▸ **What you should do**: In the records that follow, find each line containing "شارع" and copy it.
**** Supplied data ****
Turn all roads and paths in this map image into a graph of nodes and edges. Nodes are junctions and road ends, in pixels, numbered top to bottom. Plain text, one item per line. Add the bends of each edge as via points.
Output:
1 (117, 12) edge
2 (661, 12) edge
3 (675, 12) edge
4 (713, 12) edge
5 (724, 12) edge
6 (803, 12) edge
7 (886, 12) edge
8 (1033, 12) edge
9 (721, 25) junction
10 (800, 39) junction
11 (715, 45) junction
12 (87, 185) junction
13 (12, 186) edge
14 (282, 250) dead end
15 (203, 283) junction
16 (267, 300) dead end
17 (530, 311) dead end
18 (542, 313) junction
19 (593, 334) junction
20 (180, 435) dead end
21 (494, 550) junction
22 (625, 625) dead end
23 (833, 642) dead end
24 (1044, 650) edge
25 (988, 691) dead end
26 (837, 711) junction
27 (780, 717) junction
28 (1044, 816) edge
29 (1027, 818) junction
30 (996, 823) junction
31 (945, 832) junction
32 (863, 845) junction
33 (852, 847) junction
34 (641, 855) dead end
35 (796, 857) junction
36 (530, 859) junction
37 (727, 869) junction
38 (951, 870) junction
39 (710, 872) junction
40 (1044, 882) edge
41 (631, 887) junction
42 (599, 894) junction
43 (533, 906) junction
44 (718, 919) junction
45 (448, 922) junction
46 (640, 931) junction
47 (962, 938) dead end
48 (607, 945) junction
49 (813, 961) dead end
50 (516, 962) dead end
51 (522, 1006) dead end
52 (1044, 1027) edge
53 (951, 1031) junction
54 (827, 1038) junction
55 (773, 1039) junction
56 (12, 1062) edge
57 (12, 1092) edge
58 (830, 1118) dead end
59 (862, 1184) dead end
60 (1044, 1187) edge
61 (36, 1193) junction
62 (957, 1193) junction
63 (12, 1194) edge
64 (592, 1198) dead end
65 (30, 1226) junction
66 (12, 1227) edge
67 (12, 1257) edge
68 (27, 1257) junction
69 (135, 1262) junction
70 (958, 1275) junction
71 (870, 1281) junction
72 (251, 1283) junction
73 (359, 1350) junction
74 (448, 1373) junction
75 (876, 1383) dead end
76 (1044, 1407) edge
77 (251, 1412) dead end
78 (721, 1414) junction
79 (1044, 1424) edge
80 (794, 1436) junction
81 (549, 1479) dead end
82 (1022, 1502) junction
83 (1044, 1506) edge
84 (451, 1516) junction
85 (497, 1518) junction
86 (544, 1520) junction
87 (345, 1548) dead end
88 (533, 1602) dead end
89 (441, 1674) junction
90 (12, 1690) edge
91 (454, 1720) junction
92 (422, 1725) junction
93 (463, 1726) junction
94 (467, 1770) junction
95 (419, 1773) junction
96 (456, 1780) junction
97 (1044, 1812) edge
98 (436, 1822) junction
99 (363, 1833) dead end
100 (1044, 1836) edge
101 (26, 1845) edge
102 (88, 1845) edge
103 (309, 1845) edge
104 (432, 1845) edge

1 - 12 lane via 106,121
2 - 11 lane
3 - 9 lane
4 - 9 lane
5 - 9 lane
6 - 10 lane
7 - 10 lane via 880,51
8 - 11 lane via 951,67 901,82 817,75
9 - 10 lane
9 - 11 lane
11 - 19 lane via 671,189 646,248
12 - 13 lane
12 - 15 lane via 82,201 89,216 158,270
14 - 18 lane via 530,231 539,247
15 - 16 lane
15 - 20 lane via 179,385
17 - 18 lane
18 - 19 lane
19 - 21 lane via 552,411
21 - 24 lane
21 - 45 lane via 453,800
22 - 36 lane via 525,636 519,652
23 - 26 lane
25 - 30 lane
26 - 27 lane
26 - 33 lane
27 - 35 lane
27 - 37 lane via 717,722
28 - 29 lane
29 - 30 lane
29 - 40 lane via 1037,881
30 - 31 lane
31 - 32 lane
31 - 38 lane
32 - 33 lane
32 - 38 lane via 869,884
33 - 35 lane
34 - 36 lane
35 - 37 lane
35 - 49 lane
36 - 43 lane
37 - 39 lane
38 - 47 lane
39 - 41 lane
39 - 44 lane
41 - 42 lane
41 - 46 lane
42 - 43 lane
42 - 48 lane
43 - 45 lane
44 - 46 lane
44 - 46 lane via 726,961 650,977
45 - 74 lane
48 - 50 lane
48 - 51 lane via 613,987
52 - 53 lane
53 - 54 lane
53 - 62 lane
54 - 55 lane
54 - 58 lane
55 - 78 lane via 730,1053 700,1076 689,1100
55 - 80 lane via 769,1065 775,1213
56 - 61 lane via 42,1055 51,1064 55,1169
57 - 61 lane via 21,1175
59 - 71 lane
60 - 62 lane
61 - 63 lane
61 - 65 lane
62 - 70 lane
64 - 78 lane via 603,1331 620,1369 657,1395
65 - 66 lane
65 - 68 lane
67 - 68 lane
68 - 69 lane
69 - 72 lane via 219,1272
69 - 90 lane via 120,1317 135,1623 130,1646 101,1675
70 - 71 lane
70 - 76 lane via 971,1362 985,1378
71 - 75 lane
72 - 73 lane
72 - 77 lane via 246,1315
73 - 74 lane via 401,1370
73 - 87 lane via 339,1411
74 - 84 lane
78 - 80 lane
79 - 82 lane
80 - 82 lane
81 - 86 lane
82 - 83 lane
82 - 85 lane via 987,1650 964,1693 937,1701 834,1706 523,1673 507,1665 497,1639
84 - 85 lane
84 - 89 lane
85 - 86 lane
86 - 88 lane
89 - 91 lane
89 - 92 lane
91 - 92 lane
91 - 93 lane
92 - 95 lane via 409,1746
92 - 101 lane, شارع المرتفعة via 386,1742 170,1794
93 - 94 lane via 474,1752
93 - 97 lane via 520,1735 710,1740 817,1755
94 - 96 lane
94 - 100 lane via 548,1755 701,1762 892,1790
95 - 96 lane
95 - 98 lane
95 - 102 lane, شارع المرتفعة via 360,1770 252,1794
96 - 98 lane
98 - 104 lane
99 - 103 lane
****
▸ **Finished exercise**:
92 - 101 lane, شارع المرتفعة via 386,1742 170,1794
95 - 102 lane, شارع المرتفعة via 360,1770 252,1794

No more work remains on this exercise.